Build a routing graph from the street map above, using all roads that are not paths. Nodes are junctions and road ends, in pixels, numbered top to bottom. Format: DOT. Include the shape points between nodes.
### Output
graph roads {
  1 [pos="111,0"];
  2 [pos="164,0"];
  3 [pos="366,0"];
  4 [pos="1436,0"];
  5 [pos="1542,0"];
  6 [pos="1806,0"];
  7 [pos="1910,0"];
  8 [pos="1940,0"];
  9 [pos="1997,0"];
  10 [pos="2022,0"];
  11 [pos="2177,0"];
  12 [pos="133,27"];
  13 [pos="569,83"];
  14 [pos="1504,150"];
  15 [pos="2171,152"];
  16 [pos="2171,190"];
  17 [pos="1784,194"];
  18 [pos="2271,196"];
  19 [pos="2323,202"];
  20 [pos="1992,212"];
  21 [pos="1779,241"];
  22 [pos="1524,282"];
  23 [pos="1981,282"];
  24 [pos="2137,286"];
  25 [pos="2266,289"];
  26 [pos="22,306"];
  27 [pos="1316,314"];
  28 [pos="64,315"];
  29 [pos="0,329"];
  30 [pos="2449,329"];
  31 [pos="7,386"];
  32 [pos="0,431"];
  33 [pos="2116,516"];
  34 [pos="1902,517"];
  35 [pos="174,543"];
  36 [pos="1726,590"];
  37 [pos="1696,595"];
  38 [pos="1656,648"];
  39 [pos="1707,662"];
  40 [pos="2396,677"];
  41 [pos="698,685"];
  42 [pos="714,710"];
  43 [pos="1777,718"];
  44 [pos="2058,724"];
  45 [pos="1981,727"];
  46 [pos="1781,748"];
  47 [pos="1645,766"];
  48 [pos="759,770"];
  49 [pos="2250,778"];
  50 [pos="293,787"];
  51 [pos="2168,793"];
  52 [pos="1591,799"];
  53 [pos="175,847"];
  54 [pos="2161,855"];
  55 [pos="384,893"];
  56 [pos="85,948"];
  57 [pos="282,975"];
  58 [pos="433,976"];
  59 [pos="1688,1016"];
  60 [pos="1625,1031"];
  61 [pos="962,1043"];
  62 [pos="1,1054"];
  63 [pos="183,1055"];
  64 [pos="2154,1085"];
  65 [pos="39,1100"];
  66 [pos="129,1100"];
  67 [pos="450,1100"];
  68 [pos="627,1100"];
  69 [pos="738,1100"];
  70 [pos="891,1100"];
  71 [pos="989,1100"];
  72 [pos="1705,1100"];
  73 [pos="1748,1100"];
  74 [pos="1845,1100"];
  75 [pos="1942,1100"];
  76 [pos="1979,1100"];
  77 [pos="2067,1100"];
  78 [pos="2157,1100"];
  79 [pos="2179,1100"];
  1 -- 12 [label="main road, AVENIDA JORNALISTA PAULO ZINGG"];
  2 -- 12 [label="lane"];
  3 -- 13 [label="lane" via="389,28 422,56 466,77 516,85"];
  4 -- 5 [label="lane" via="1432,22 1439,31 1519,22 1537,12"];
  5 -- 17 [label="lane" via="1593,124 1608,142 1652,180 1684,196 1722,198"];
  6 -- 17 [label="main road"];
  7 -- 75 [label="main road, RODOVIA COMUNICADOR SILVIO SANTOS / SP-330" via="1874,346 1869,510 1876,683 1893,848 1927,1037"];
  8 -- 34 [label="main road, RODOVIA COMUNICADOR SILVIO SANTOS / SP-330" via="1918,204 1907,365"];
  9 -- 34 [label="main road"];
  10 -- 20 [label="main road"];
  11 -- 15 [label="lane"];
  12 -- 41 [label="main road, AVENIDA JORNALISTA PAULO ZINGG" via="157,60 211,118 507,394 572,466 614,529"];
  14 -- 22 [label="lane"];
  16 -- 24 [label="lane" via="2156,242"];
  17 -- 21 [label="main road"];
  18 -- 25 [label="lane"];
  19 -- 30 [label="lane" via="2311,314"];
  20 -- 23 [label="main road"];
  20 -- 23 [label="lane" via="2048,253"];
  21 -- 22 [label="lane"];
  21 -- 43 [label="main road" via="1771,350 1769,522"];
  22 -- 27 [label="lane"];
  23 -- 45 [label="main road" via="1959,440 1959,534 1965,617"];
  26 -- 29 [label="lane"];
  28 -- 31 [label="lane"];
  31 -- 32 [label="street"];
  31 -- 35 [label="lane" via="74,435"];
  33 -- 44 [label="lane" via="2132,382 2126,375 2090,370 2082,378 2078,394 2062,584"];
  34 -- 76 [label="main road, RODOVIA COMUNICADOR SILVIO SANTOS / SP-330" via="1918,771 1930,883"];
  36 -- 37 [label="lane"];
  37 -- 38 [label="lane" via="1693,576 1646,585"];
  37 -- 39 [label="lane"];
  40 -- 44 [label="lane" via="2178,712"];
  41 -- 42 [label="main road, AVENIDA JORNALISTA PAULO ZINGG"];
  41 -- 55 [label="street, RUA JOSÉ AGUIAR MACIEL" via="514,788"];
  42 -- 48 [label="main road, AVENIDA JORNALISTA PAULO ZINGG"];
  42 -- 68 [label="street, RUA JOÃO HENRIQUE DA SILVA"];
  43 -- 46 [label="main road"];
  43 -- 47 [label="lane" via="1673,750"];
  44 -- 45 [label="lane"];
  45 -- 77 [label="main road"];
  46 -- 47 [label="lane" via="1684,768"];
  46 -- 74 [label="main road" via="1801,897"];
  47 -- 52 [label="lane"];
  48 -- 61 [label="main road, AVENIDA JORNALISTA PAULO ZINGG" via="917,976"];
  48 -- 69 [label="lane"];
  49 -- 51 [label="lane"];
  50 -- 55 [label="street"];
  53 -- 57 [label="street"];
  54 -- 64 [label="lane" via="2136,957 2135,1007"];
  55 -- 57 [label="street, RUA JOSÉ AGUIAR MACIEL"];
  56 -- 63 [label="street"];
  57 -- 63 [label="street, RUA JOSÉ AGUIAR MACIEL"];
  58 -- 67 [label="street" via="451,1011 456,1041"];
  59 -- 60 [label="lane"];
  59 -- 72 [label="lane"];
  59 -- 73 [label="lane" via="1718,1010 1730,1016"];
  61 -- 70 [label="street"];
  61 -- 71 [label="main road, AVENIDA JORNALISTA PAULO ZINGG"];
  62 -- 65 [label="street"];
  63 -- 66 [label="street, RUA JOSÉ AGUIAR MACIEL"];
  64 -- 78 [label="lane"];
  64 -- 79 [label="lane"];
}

What to do
Faithfully copy every entry, leaving nothing out.

Answer to this exercise
Build a routing graph from the street map above, using all roads that are not paths. Nodes are junctions and road ends, in pixels, numbered top to bottom. Format: DOT. Include the shape points between nodes.
### Output
graph roads {
  1 [pos="111,0"];
  2 [pos="164,0"];
  3 [pos="366,0"];
  4 [pos="1436,0"];
  5 [pos="1542,0"];
  6 [pos="1806,0"];
  7 [pos="1910,0"];
  8 [pos="1940,0"];
  9 [pos="1997,0"];
  10 [pos="2022,0"];
  11 [pos="2177,0"];
  12 [pos="133,27"];
  13 [pos="569,83"];
  14 [pos="1504,150"];
  15 [pos="2171,152"];
  16 [pos="2171,190"];
  17 [pos="1784,194"];
  18 [pos="2271,196"];
  19 [pos="2323,202"];
  20 [pos="1992,212"];
  21 [pos="1779,241"];
  22 [pos="1524,282"];
  23 [pos="1981,282"];
  24 [pos="2137,286"];
  25 [pos="2266,289"];
  26 [pos="22,306"];
  27 [pos="1316,314"];
  28 [pos="64,315"];
  29 [pos="0,329"];
  30 [pos="2449,329"];
  31 [pos="7,386"];
  32 [pos="0,431"];
  33 [pos="2116,516"];
  34 [pos="1902,517"];
  35 [pos="174,543"];
  36 [pos="1726,590"];
  37 [pos="1696,595"];
  38 [pos="1656,648"];
  39 [pos="1707,662"];
  40 [pos="2396,677"];
  41 [pos="698,685"];
  42 [pos="714,710"];
  43 [pos="1777,718"];
  44 [pos="2058,724"];
  45 [pos="1981,727"];
  46 [pos="1781,748"];
  47 [pos="1645,766"];
  48 [pos="759,770"];
  49 [pos="2250,778"];
  50 [pos="293,787"];
  51 [pos="2168,793"];
  52 [pos="1591,799"];
  53 [pos="175,847"];
  54 [pos="2161,855"];
  55 [pos="384,893"];
  56 [pos="85,948"];
  57 [pos="282,975"];
  58 [pos="433,976"];
  59 [pos="1688,1016"];
  60 [pos="1625,1031"];
  61 [pos="962,1043"];
  62 [pos="1,1054"];
  63 [pos="183,1055"];
  64 [pos="2154,1085"];
  65 [pos="39,1100"];
  66 [pos="129,1100"];
  67 [pos="450,1100"];
  68 [pos="627,1100"];
  69 [pos="738,1100"];
  70 [pos="891,1100"];
  71 [pos="989,1100"];
  72 [pos="1705,1100"];
  73 [pos="1748,1100"];
  74 [pos="1845,1100"];
  75 [pos="1942,1100"];
  76 [pos="1979,1100"];
  77 [pos="2067,1100"];
  78 [pos="2157,1100"];
  79 [pos="2179,1100"];
  1 -- 12 [label="main road, AVENIDA JORNALISTA PAULO ZINGG"];
  2 -- 12 [label="lane"];
  3 -- 13 [label="lane" via="389,28 422,56 466,77 516,85"];
  4 -- 5 [label="lane" via="1432,22 1439,31 1519,22 1537,12"];
  5 -- 17 [label="lane" via="1593,124 1608,142 1652,180 1684,196 1722,198"];
  6 -- 17 [label="main road"];
  7 -- 75 [label="main road, RODOVIA COMUNICADOR SILVIO SANTOS / SP-330" via="1874,346 1869,510 1876,683 1893,848 1927,1037"];
  8 -- 34 [label="main road, RODOVIA COMUNICADOR SILVIO SANTOS / SP-330" via="1918,204 1907,365"];
  9 -- 34 [label="main road"];
  10 -- 20 [label="main road"];
  11 -- 15 [label="lane"];
  12 -- 41 [label="main road, AVENIDA JORNALISTA PAULO ZINGG" via="157,60 211,118 507,394 572,466 614,529"];
  14 -- 22 [label="lane"];
  16 -- 24 [label="lane" via="2156,242"];
  17 -- 21 [label="main road"];
  18 -- 25 [label="lane"];
  19 -- 30 [label="lane" via="2311,314"];
  20 -- 23 [label="main road"];
  20 -- 23 [label="lane" via="2048,253"];
  21 -- 22 [label="lane"];
  21 -- 43 [label="main road" via="1771,350 1769,522"];
  22 -- 27 [label="lane"];
  23 -- 45 [label="main road" via="1959,440 1959,534 1965,617"];
  26 -- 29 [label="lane"];
  28 -- 31 [label="lane"];
  31 -- 32 [label="street"];
  31 -- 35 [label="lane" via="74,435"];
  33 -- 44 [label="lane" via="2132,382 2126,375 2090,370 2082,378 2078,394 2062,584"];
  34 -- 76 [label="main road, RODOVIA COMUNICADOR SILVIO SANTOS / SP-330" via="1918,771 1930,883"];
  36 -- 37 [label="lane"];
  37 -- 38 [label="lane" via="1693,576 1646,585"];
  37 -- 39 [label="lane"];
  40 -- 44 [label="lane" via="2178,712"];
  41 -- 42 [label="main road, AVENIDA JORNALISTA PAULO ZINGG"];
  41 -- 55 [label="street, RUA JOSÉ AGUIAR MACIEL" via="514,788"];
  42 -- 48 [label="main road, AVENIDA JORNALISTA PAULO ZINGG"];
  42 -- 68 [label="street, RUA JOÃO HENRIQUE DA SILVA"];
  43 -- 46 [label="main road"];
  43 -- 47 [label="lane" via="1673,750"];
  44 -- 45 [label="lane"];
  45 -- 77 [label="main road"];
  46 -- 47 [label="lane" via="1684,768"];
  46 -- 74 [label="main road" via="1801,897"];
  47 -- 52 [label="lane"];
  48 -- 61 [label="main road, AVENIDA JORNALISTA PAULO ZINGG" via="917,976"];
  48 -- 69 [label="lane"];
  49 -- 51 [label="lane"];
  50 -- 55 [label="street"];
  53 -- 57 [label="street"];
  54 -- 64 [label="lane" via="2136,957 2135,1007"];
  55 -- 57 [label="street, RUA JOSÉ AGUIAR MACIEL"];
  56 -- 63 [label="street"];
  57 -- 63 [label="street, RUA JOSÉ AGUIAR MACIEL"];
  58 -- 67 [label="street" via="451,1011 456,1041"];
  59 -- 60 [label="lane"];
  59 -- 72 [label="lane"];
  59 -- 73 [label="lane" via="1718,1010 1730,1016"];
  61 -- 70 [label="street"];
  61 -- 71 [label="main road, AVENIDA JORNALISTA PAULO ZINGG"];
  62 -- 65 [label="street"];
  63 -- 66 [label="street, RUA JOSÉ AGUIAR MACIEL"];
  64 -- 78 [label="lane"];
  64 -- 79 [label="lane"];
}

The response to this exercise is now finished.